== Segment start ==
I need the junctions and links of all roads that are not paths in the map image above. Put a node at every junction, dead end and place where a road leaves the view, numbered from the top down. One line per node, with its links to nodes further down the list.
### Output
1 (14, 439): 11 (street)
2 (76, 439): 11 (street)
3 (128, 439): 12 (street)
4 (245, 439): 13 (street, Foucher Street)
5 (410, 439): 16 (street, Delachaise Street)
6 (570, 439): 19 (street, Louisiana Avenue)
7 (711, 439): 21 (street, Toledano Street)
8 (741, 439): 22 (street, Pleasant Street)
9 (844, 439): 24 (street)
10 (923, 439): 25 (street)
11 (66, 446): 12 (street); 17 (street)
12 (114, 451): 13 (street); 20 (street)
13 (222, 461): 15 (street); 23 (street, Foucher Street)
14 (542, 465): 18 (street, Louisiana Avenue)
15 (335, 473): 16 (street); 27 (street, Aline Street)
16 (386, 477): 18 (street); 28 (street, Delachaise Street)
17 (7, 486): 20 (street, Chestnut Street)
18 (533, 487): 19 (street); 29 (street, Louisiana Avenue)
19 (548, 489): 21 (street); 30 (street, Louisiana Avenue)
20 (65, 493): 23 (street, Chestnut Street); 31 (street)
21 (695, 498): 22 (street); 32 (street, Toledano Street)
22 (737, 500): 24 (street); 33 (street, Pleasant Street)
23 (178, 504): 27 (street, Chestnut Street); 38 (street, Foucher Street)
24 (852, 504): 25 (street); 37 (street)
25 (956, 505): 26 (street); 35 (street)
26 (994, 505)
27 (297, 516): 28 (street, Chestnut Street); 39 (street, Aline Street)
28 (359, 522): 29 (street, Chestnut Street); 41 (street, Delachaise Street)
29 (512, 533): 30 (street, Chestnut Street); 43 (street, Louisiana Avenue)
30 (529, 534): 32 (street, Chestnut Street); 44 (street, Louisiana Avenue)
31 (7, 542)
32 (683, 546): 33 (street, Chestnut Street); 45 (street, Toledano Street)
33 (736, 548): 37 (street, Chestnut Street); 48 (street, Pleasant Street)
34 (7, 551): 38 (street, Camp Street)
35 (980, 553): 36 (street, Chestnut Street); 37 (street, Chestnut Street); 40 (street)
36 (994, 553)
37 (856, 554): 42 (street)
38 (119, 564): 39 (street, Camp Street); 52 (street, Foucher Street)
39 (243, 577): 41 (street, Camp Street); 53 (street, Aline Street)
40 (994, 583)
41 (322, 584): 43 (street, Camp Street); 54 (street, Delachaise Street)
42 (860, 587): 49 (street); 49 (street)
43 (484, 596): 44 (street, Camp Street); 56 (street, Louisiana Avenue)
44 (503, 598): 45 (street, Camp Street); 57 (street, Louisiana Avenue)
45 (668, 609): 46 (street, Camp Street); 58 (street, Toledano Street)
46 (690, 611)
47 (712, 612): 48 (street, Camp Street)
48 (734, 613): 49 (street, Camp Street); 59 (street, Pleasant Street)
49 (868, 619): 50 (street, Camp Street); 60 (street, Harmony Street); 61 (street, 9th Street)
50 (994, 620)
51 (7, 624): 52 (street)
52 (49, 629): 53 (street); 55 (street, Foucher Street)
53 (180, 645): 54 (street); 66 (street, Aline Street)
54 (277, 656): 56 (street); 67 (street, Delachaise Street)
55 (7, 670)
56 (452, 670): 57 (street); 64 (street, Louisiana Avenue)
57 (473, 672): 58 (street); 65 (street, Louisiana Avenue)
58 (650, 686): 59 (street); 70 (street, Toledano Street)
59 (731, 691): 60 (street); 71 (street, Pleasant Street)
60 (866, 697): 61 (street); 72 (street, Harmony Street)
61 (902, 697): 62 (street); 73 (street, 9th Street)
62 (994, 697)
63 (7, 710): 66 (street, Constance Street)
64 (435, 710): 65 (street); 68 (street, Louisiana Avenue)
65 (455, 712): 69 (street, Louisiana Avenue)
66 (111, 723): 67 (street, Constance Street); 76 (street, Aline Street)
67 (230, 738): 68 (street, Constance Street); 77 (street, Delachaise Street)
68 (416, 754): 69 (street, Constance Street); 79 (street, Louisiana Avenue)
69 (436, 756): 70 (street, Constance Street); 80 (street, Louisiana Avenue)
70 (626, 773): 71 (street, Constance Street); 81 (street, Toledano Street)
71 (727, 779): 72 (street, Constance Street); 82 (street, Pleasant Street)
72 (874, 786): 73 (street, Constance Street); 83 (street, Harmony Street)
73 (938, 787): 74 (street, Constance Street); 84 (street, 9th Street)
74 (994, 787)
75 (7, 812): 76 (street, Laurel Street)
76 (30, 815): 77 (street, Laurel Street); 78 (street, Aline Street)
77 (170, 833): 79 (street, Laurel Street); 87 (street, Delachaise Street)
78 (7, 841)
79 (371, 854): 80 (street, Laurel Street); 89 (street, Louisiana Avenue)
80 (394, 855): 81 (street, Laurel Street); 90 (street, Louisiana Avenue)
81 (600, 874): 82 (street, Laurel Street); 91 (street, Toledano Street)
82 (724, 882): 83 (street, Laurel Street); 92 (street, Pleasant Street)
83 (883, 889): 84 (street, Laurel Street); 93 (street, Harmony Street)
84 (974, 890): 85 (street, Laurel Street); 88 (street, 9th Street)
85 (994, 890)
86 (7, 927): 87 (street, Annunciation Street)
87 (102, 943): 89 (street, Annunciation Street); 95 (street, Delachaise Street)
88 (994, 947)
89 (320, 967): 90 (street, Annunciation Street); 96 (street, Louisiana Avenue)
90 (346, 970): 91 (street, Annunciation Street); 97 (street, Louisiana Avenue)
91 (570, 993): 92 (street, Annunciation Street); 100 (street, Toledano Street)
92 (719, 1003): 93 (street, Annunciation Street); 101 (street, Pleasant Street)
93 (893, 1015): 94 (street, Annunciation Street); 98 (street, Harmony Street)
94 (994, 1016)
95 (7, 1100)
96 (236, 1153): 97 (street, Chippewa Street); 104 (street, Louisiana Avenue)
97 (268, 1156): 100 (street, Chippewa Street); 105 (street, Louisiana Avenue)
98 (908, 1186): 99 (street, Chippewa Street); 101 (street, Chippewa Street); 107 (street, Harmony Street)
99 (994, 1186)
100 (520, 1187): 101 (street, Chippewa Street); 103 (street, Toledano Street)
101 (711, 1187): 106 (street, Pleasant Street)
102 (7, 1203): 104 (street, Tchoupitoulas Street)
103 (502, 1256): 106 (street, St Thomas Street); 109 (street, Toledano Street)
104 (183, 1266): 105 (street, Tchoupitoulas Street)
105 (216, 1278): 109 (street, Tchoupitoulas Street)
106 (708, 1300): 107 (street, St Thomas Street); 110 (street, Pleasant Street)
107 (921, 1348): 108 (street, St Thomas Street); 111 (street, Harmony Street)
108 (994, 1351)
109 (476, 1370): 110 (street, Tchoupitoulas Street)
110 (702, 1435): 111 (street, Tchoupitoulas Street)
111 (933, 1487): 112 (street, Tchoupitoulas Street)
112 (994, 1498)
== Segment end ==
▸ Assigned task:
Every line in the records above that contains the word "Chippewa" should be copied out.

▸ Response:
96 (236, 1153): 97 (street, Chippewa Street); 104 (street, Louisiana Avenue)
97 (268, 1156): 100 (street, Chippewa Street); 105 (street, Louisiana Avenue)
98 (908, 1186): 99 (street, Chippewa Street); 101 (street, Chippewa Street); 107 (street, Harmony Street)
100 (520, 1187): 101 (street, Chippewa Street); 103 (street, Toledano Street)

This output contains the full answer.